# loose outer brake pad clanking noise



## 2.Slow_&_CC (Jul 4, 2010)

recently noticed a clanking noise coming from the passenger side. checked entire suspension, and eventually saw it was the outer brake pad. the retainer clip is not keeping the pad in place and is allowing for about 1/8" room of play, just enough to hear it slap against the caliper on bumps. It's essentially able to move forward and backward on the top part. Anybody else had this issue? I put some flexible sealant in between the two this morning, not sure if it has really helped yet. 

other option i guess is to take the brake pad out, re-bend the retainer clip and put it back in? Any other ideas? 
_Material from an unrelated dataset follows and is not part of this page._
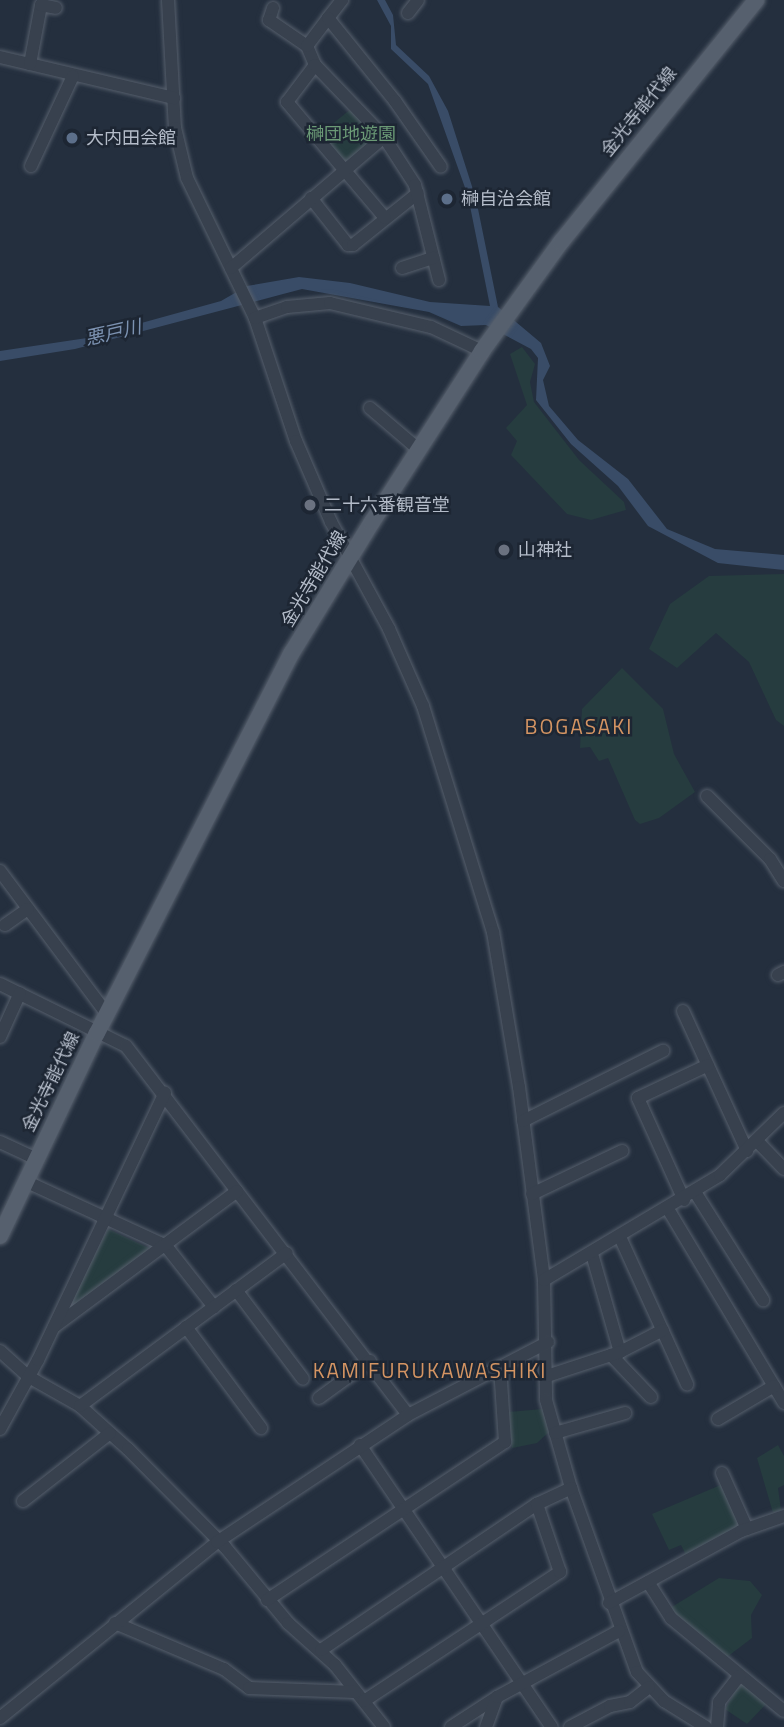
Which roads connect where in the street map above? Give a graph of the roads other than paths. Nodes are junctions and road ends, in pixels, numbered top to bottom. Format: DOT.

fyi, brake pads, and rotors are brand new (pbr metal masters for the pads).


----------



## germancarnut51 (Mar 23, 2008)

Sounds to me like you didn't clean and lubricate the slide pins and they are seizing.


----------



## 2.Slow_&_CC (Jul 4, 2010)

i guess maybe the best route is new guide pins and bushings?


----------



## germancarnut51 (Mar 23, 2008)

I'd jack up the car, knock the wheels of and check the rubber first. If the rubber is shot, buy new rubber before continuing on. Disassemble the calipers from the carriers, and clean and check the condition of the slide pins. If you need new pins, buy them and grease well, then reassemble.


----------